Cosmos (por María Leonor Baquerizo Díaz Granados)

Ella vivía en la inutilidad que muchas veces le significaba vivir. Se aislaba. Contemplaba al cielo cuando lo creía necesario. Él estaba en su planeta. Grande, muy grande, ligeramente cuadrado y oscuro, pero de alguna manera le daba luz. Los planetas se unían y se separaban en ese cosmos. Las ideas salían, rodaban y se guardaban. Él daba forma a su mundo, lo moldeaba con su mente. Ella miraba nuevamente hacia el cielo. No oía, caminaba. Respirando a veces. A veces no. Y cuando estaba a punto de ahogarse se tomaba de la cuerda. La cuerda no existía, era una mezcla de aspereza con suavidad, era gruesa hasta que se tornaba delgada, corta y larga sin explicación. Él no se ahogaba nunca. Vivía. Era él. Ella lo miraba. Quería aprender. No podía. No distinguió ese planeta. Buscó su manual del universo y trato de ubicarlo. Deseaba entenderlo. El tiempo pasaba

como un parpadear. A ratos se suspendía todo, se paralizaba. Se oscurecía, como si el parpadeo quedara inconcluso. Él no se daba cuenta, solamente se desplazaba. Las estrellas surgían. Brillaban para luego caer. Él se movía, pero sin verlas. Ella las podía distinguir. Pero sin brillo. Ni aparecían, ni desaparecían. Sólo estaban. Estar. Eso era lo inútil. El juego seguía su curso. Invirtiendo las piezas.

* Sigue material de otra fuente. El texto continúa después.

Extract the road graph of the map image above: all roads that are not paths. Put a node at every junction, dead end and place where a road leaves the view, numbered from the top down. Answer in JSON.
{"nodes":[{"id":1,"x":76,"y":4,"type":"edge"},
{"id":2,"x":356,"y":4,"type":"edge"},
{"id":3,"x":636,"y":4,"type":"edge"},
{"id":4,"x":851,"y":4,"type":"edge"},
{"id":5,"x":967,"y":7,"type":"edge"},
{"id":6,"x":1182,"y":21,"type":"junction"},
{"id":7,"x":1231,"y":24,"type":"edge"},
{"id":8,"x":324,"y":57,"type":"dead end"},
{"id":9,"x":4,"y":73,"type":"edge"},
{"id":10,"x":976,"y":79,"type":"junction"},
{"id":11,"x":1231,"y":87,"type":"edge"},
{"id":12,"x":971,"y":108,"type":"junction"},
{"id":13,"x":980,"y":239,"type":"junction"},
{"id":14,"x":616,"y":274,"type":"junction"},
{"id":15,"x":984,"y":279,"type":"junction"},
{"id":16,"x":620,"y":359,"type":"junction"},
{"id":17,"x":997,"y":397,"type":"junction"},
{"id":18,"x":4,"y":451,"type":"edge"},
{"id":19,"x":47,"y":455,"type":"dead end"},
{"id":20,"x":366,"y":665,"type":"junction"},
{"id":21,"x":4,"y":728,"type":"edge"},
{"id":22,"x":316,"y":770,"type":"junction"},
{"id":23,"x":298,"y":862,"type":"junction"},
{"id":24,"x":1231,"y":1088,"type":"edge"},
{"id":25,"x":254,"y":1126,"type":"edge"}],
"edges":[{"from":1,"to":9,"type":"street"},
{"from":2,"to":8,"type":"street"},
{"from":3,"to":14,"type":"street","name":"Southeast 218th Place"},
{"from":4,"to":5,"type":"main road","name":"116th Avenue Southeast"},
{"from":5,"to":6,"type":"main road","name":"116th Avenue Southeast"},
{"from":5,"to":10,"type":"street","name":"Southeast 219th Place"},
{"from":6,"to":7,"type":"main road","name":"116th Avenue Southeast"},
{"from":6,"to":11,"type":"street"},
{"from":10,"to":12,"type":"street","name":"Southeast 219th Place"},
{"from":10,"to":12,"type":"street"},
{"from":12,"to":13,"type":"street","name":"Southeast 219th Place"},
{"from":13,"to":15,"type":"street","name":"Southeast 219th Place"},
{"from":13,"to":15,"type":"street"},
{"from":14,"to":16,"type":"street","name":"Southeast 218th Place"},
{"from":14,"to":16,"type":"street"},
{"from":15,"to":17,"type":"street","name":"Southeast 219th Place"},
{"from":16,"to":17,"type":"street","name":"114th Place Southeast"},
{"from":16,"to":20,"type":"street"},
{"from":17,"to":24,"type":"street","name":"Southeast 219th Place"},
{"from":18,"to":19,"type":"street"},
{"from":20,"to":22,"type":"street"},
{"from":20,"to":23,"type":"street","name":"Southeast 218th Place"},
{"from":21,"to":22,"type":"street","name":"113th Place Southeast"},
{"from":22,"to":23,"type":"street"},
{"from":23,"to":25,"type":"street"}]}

Ella empezaba a cansarse, quería saber más de ese planeta. Sabía de un armario. Encontró otro manual. No era tan grande, lo abrió con igual cuidado. Parecía desconocido. Lo revisó. No sólo encontró ese planeta, había más, no sabía que existían. A lo lejos alguien observaba. Acomodando el cosmorama en la posición correcta, se acercó nuevamente al aparato. El universo era inmenso. Había muchos planetas. Curiosamente dos se acercaban y se alejaban con frecuencia. Siguió jugando.